I was pleased to see today a headline news story from PaidContent.org, and originally found on AP, focusing on the recent Nielsen decision regarding web metrics and page views. Simply, Nielsen is dropping page view measurements in exchange for time spent on a site. There are several catalysts for this move including the following: page views are too fuzzy of a concept, Ajax technology allows updating a page without reloading (and thus distorts accurate view counts) and video websites, which rely partially or fully on streaming technologies, can garner massive usage that doesn’t show up on view counts.
Websites have notoriously been inflating, intentionally or not, page views for a long time. I had personal experience with this exact issue last year. It also gets difficult sometimes to qualify exactly what page view is meaningful or not since many of the views may not be fully “impressionable” from an advertising perspective. Hence a page view with no ability to display an ad on it is, to most business models, worthless.
I see this being particularly useful to websites like Yahoo or emerging players like Pageflakes and live social media sites including ManiaTV. AOL already is benefitting from the modification via the massive usage that occurs on AIM, another app not appreciated in the former world of page views. Those types of websites have been continually affected by the challenge of measuring actual performance and success by page views which aren’t being defined by their products. It will also be helpful in the increasingly prominent virtual world environments where places like There, Gaia or Doppelganger likely had no accurate way to describe page view activity and thus were stuck presenting their success (or not) via other mechanisms.

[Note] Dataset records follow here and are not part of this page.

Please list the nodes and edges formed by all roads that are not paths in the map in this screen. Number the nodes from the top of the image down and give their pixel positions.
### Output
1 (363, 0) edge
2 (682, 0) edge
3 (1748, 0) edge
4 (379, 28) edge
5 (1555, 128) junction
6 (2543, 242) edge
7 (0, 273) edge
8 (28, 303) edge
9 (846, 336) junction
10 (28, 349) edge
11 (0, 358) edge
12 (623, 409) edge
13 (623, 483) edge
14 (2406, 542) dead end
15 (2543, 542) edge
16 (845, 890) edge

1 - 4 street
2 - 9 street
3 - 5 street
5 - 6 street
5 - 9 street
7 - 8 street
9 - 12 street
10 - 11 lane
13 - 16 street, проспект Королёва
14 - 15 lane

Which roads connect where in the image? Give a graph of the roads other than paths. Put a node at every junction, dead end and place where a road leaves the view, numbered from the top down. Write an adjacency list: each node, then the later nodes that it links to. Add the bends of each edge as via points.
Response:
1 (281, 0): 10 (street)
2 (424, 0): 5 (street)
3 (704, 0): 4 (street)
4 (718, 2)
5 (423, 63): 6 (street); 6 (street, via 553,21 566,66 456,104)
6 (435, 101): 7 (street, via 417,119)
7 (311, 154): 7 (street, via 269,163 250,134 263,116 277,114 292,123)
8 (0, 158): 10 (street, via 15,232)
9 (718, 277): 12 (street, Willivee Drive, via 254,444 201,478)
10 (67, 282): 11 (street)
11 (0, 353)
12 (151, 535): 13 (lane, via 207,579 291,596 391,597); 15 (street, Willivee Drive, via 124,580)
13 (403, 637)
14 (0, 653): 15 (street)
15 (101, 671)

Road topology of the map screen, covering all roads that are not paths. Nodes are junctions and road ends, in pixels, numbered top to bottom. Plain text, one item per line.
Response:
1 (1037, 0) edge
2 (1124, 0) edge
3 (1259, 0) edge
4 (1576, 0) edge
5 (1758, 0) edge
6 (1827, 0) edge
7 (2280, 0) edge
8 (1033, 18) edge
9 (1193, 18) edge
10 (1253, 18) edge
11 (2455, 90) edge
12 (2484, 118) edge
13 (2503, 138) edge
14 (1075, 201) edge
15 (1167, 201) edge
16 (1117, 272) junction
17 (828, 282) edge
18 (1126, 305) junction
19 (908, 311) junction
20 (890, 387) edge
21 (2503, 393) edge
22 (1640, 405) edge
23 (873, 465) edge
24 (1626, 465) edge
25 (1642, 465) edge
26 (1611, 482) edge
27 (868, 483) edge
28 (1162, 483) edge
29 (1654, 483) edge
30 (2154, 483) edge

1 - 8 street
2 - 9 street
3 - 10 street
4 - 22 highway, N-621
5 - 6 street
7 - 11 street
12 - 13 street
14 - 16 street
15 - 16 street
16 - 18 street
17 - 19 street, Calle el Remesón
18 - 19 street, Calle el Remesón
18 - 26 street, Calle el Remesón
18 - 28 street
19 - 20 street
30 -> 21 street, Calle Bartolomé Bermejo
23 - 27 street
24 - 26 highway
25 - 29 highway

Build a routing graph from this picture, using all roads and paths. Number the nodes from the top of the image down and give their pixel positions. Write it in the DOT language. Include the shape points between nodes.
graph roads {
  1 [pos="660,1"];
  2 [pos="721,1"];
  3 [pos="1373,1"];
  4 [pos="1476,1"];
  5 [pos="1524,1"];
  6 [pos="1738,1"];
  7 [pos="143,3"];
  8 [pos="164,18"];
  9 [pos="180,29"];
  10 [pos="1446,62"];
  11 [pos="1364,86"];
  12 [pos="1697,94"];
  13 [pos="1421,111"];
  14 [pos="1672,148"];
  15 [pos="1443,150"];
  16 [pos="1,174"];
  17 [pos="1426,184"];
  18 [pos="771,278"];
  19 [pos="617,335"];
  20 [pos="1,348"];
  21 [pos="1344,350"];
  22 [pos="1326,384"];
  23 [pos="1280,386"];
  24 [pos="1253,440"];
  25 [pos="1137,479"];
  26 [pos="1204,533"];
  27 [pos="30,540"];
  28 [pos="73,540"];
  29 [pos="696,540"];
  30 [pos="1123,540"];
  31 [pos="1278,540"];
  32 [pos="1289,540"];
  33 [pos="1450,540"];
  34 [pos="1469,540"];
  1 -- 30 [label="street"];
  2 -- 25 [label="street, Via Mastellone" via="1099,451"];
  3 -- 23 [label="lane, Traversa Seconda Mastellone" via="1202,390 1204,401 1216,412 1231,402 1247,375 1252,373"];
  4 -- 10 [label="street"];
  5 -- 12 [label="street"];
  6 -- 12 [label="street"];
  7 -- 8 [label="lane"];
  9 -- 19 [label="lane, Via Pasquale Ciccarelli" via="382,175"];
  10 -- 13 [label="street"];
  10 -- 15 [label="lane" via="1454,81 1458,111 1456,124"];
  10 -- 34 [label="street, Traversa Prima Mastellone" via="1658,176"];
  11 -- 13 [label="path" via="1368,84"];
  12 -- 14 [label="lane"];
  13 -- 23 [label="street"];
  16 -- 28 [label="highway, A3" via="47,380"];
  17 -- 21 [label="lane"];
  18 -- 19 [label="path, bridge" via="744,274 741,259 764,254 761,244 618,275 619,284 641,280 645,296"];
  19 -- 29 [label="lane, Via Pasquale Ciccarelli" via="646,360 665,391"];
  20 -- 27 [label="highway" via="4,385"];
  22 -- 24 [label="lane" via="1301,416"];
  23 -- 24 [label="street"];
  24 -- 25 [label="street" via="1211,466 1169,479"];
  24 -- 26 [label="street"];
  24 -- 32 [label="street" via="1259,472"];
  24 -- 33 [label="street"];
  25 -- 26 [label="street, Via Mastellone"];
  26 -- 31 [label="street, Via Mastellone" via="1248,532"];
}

My one question around this transition in measurement relates to how this will impact business models and financial modeling efforts going forward. While I fully agree that “time spent” is a more accurate reflection of a sites value to users, what does the correlation look like between “time spent” and advertising dollars? If an integrated or comprehensive sponsorship deal is cut, the point is moot. But, if ads served somehow ties to activity on the site, and banner ads are still a unit being used, I don’t comprehend fully how this applies. Another part of the announced news today relates to user “log-in” sessions being also standardized as a metric. Perhaps that will become a more fundamental tool for modeling purposes and advertisement measurements.
Other than that point of hesitation, this is a positive development and one that I’m sure many websites and tech companies are cheering about now this week.